Slow reading of small zarr/S3 data through python-xarray inside a dockerized fastAPI app

Question

I have a tiny dataset like this:

<xarray.Dataset>
Dimensions:      (time: 24)
Coordinates:
  * time         (time) datetime64[ns] 2022-09-28 ... 2022-09-28T23:00:00
    spatial_ref  int64 0
Data variables:
    CO           (time) float32 dask.array<chunksize=(24,), meta=np.ndarray>
    NO2          (time) float32 dask.array<chunksize=(24,), meta=np.ndarray>
    O3           (time) float32 dask.array<chunksize=(24,), meta=np.ndarray>
    PM10         (time) float32 dask.array<chunksize=(24,), meta=np.ndarray>
    PM2.5        (time) float32 dask.array<chunksize=(24,), meta=np.ndarray>
    SO2          (time) float32 dask.array<chunksize=(24,), meta=np.ndarray>

This dataset is obtained after some ds.where(), ds.rio.clip() and a final ds.mean(dim=['latitude', 'longitude']) on an original large zarr dataset hosted on a S3 server.

Then I want to access each individual value. I see that

ds['CO'].sel(time=timeToGet).data has a normal speed, but

ds['CO'].sel(time=timeToGet).values and

float(ds['CO'].sel(time=timeToGet).data)) both take 1min15sec ! Why is it like that ?

I tried these before:

ds = ds.chunk(chunks={"time": 1})
ds = ds.chunk(chunks='auto')
ds = ds.copy(deep=True)

but no success.

The ds.where() call on the bigger dataset was slow too and I resolved it with ds.chunk('auto'). I realized it was slow in my dockerized app but not when tested locally on my desktop. So maybe docker has an impact. Actually I don't understand if my small dataset is still on the server or in the memory of my computer ?

Note that `da.data` returns a dask.array, which has not done any of the work yet, whereas `da.values` returns a numpy array and requires executing all read/compute operations which the variable depends on. So it makes sense that the former is always much, much faster for a dask array — Michael Delgado, Oct 13 '22 at 14:35

Michael Delgado · Answer 1 · 2022-10-13T14:54:12.633

0

These variables are dask.arrays, not numpy, and therefore have not been loaded into memory. I’m not sure how you prepared this dataset, but computing the data could involve everything from loading from disk to streaming over the internet to computing a large scheduled graph.
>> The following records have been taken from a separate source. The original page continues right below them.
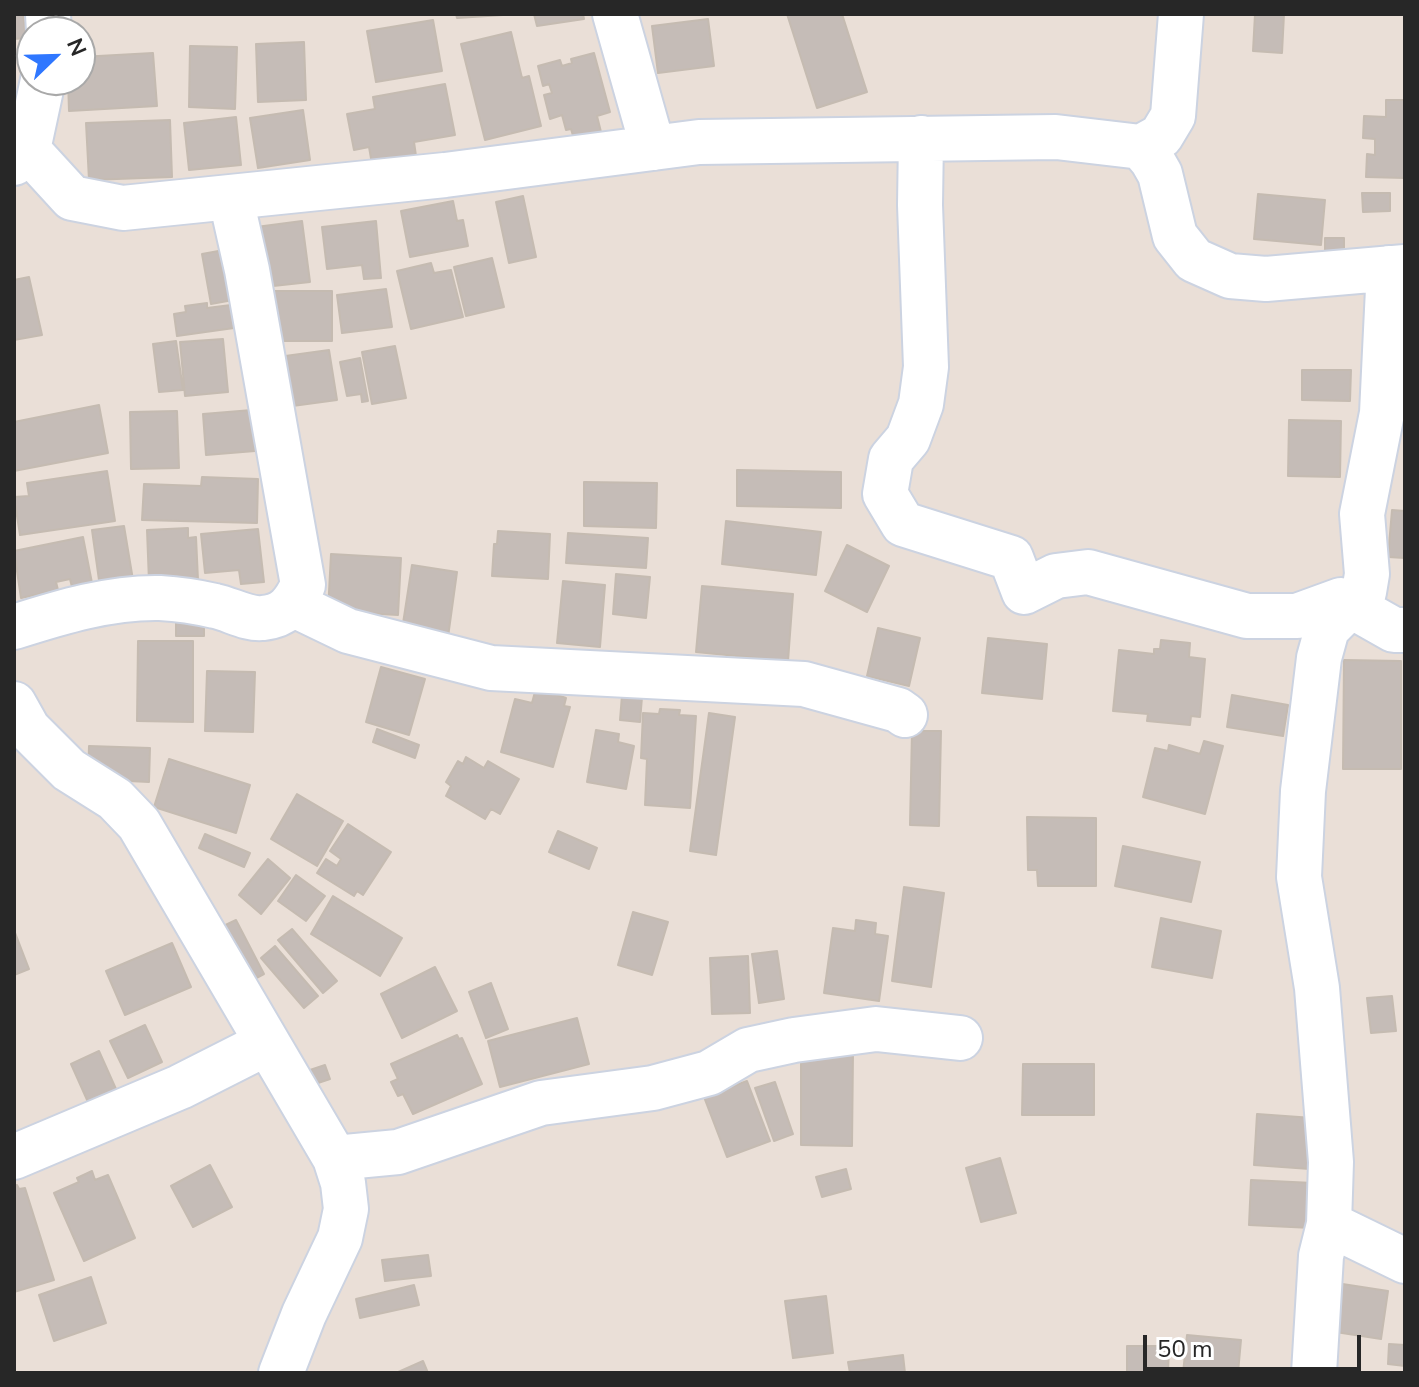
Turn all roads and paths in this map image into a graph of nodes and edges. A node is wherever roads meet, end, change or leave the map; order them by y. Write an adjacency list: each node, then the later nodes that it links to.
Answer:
1 (615, 14): 6 (street)
2 (1181, 14): 5 (street)
3 (38, 96): 7 (street)
4 (921, 138): 5 (street); 6 (street); 11 (street)
5 (1141, 147): 9 (street)
6 (653, 148): 8 (street)
7 (21, 156): 8 (street)
8 (231, 199): 10 (street)
9 (1397, 267): 11 (street)
10 (294, 605): 12 (street); 15 (street)
11 (1353, 605): 13 (street); 20 (street)
12 (14, 627)
13 (1405, 630)
14 (14, 704): 17 (street)
15 (905, 715)
16 (960, 1038): 19 (street)
17 (265, 1044): 18 (street); 19 (street)
18 (14, 1157)
19 (335, 1158): 22 (street)
20 (1329, 1224): 21 (street); 23 (street)
21 (1405, 1261)
22 (281, 1373)
23 (1314, 1373)

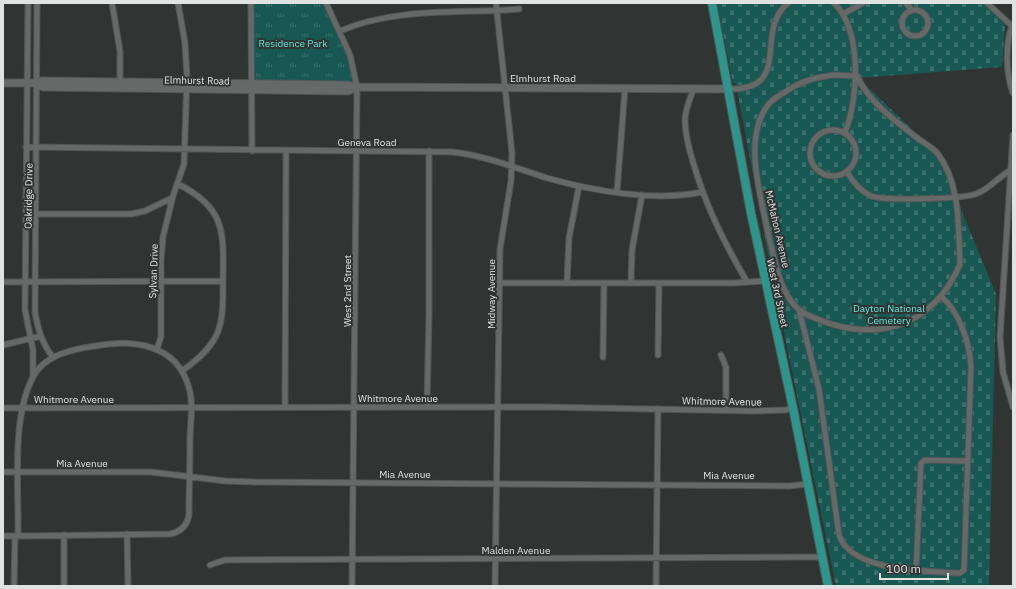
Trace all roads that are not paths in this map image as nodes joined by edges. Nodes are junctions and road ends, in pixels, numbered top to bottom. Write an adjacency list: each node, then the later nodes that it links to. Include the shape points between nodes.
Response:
1 (28, 3): 22 (street, Oakridge Drive)
2 (38, 3): 23 (street, Oakridge Drive)
3 (112, 3): 24 (street, via 120,51)
4 (178, 3): 25 (street, Sylvan Drive, via 185,43)
5 (251, 3): 26 (street)
6 (326, 3): 19 (street, West 2nd Street)
7 (496, 3): 15 (street, Midway Avenue)
8 (712, 3): 31 (main road, West 3rd Street)
9 (788, 3): 31 (street, via 778,14 772,27 770,65 765,77 751,86)
10 (834, 3): 17 (street)
11 (864, 3): 17 (street)
12 (906, 3): 16 (street)
13 (987, 3): 18 (street)
14 (519, 8): 15 (street)
15 (497, 10): 19 (street, via 390,16); 28 (street, Midway Avenue)
16 (912, 10): 16 (street, via 923,13 927,19 926,29 918,35 907,32 902,24 905,15)
17 (843, 14): 20 (street, via 849,30)
18 (1012, 27): 32 (street, via 1007,69)
19 (340, 31): 27 (street, West 2nd Street, via 354,66)
20 (857, 76): 33 (street); 50 (street, via 882,108 938,154); 67 (street, McMahon Avenue, via 820,77 788,89 767,107 756,137 758,179 773,254 783,285)
21 (3, 83): 22 (street, Elmhurst Road)
22 (27, 83): 23 (street, Elmhurst Road); 35 (street, Oakridge Drive)
23 (37, 83): 24 (street, Elmhurst Road, via 43,87); 36 (street, Oakridge Drive)
24 (120, 85): 25 (street, Elmhurst Road)
25 (186, 86): 26 (street, Elmhurst Road); 37 (street, Sylvan Drive)
26 (251, 87): 27 (street, Elmhurst Road, via 348,91); 38 (street)
27 (357, 87): 28 (street, Elmhurst Road); 40 (street, West 2nd Street)
28 (506, 88): 29 (street, Elmhurst Road); 42 (street, Midway Avenue)
29 (625, 88): 30 (street, Elmhurst Road); 47 (street)
30 (694, 88): 31 (street, Elmhurst Road); 48 (street, via 686,111 685,125)
31 (729, 89): 57 (main road, West 3rd Street)
32 (1013, 93)
33 (845, 132): 44 (street, via 856,150 853,164); 44 (street, via 833,130 821,133 813,141 810,153 814,167 824,174 835,176)
34 (1013, 135): 43 (street)
35 (26, 147): 36 (street, Geneva Road); 52 (street, Oakridge Drive)
36 (37, 147): 37 (street, Geneva Road); 53 (street, Oakridge Drive)
37 (185, 150): 38 (street, Geneva Road); 45 (street, Sylvan Drive)
38 (252, 151): 39 (street, Geneva Road)
39 (286, 151): 40 (street, Geneva Road); 78 (street)
40 (358, 151): 41 (street, Geneva Road); 79 (street, West 2nd Street)
41 (429, 151): 42 (street, Geneva Road, via 474,155); 80 (street)
42 (512, 165): 46 (street, Geneva Road); 65 (street, Midway Avenue, via 501,240)
43 (1012, 170): 50 (street, via 981,192); 81 (street, via 1000,337 1003,372)
44 (847, 172): 50 (street, via 859,188 875,197)
45 (178, 184): 51 (street, Sylvan Drive); 56 (street, via 204,200 219,222 224,242)
46 (579, 186): 47 (street, Geneva Road); 61 (street, via 569,238)
47 (617, 192): 49 (street, Geneva Road)
48 (702, 192): 49 (street, Geneva Road); 60 (street, via 723,240)
49 (642, 195): 63 (street, via 632,250)
50 (956, 197): 66 (street, via 960,264)
51 (172, 198): 53 (street, via 145,211 131,214); 55 (street, Sylvan Drive, via 163,237)
52 (26, 214): 53 (street); 59 (street, Oakridge Drive)
53 (37, 214): 54 (street, Oakridge Drive)
54 (36, 281): 55 (street); 59 (street); 68 (street, Oakridge Drive, via 35,312)
55 (161, 281): 56 (street); 71 (street, Sylvan Drive, via 161,337)
56 (223, 281): 76 (street, via 224,311 218,331 203,355)
57 (765, 281): 60 (street); 86 (main road, West 3rd Street)
58 (3, 282): 59 (street)
59 (25, 282): 69 (street, Oakridge Drive, via 26,320)
60 (747, 282): 64 (street)
61 (567, 283): 62 (street); 65 (street)
62 (604, 283): 63 (street); 75 (street)
63 (630, 283): 64 (street)
64 (659, 283): 72 (street)
65 (501, 284): 85 (street, Midway Avenue)
66 (941, 296): 67 (street, via 913,319 877,330 846,328); 89 (street, via 959,322 969,354 971,373)
67 (799, 310): 106 (street, McMahon Avenue, via 820,389 842,543 852,554 868,561)
68 (41, 336): 69 (street); 74 (street, Oakridge Drive)
69 (32, 340): 70 (street); 77 (street, Oakridge Drive)
70 (3, 345)
71 (157, 349): 74 (street, via 142,345 100,345); 76 (street)
72 (658, 355)
73 (720, 355): 88 (street, via 726,367)
74 (53, 357): 77 (street, Oakridge Drive)
75 (603, 357)
76 (182, 371): 84 (street, via 189,388)
77 (33, 377): 83 (street, Oakridge Drive)
78 (285, 407): 79 (street, Whitmore Avenue); 84 (street, Whitmore Avenue)
79 (356, 407): 80 (street, Whitmore Avenue); 93 (street, West 2nd Street)
80 (427, 407): 85 (street, Whitmore Avenue)
81 (1013, 407)
82 (3, 408): 83 (street, Whitmore Avenue)
83 (23, 408): 84 (street, Whitmore Avenue); 91 (street, Oakridge Drive)
84 (191, 408): 92 (street)
85 (498, 408): 87 (street, Whitmore Avenue); 94 (street, Midway Avenue)
86 (793, 408): 88 (street, Whitmore Avenue); 96 (main road, West 3rd Street)
87 (658, 409): 88 (street, Whitmore Avenue); 95 (street)
88 (726, 410)
89 (967, 461): 106 (street, via 926,460 921,463); 106 (street, via 964,570 960,573)
90 (3, 472): 91 (street, Mia Avenue)
91 (18, 472): 92 (street, Mia Avenue, via 151,472); 100 (street, Oakridge Drive)
92 (190, 476): 93 (street, Mia Avenue, via 243,482); 97 (street, via 188,518 182,529 170,534)
93 (355, 482): 94 (street, Mia Avenue); 104 (street, West 2nd Street)
94 (497, 483): 95 (street, Mia Avenue); 102 (street, Midway Avenue)
95 (657, 484): 96 (street, Mia Avenue); 103 (street)
96 (808, 484): 101 (main road, West 3rd Street)
97 (127, 534): 98 (street); 109 (street)
98 (64, 535): 100 (street); 108 (street)
99 (3, 536): 100 (street)
100 (16, 536): 107 (street, Oakridge Drive)
101 (823, 557): 103 (street, Malden Avenue); 113 (main road, West 3rd Street)
102 (495, 559): 103 (street, Malden Avenue); 104 (street, Malden Avenue); 111 (street, Midway Avenue)
103 (656, 559): 112 (street)
104 (354, 560): 105 (street, Malden Avenue, via 225,560); 110 (street, West 2nd Street)
105 (210, 565)
106 (916, 571)
107 (14, 586)
108 (64, 586)
109 (128, 586)
110 (352, 586)
111 (495, 586)
112 (656, 586)
113 (828, 586)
Data this small will certainly fit into memory, so you can improve performance for repeated access by computing all variables once and then working with the local copy:

ds = ds.compute()

If you have read this data from disk and it also was small enough to fit comfortably into memory at the time, you can load the dataset without dask by specifying chunks=None, e.g.:

ds = xr.open_zarr(fp, chunks=None)

Also, dask works fine in containers, but it does require resources. In order to schedule tasks and execute them in parallel, dask spins up multiple threads or processes (depending on your configuration). If the resources granted to your container are too little, it’s possible dask is slowing to a crawl because it must spill data to disk or share processors with the main thread. So if you are going to continue using dask it would be a good idea to keep an eye on your machines resources and check out the dask dashboard.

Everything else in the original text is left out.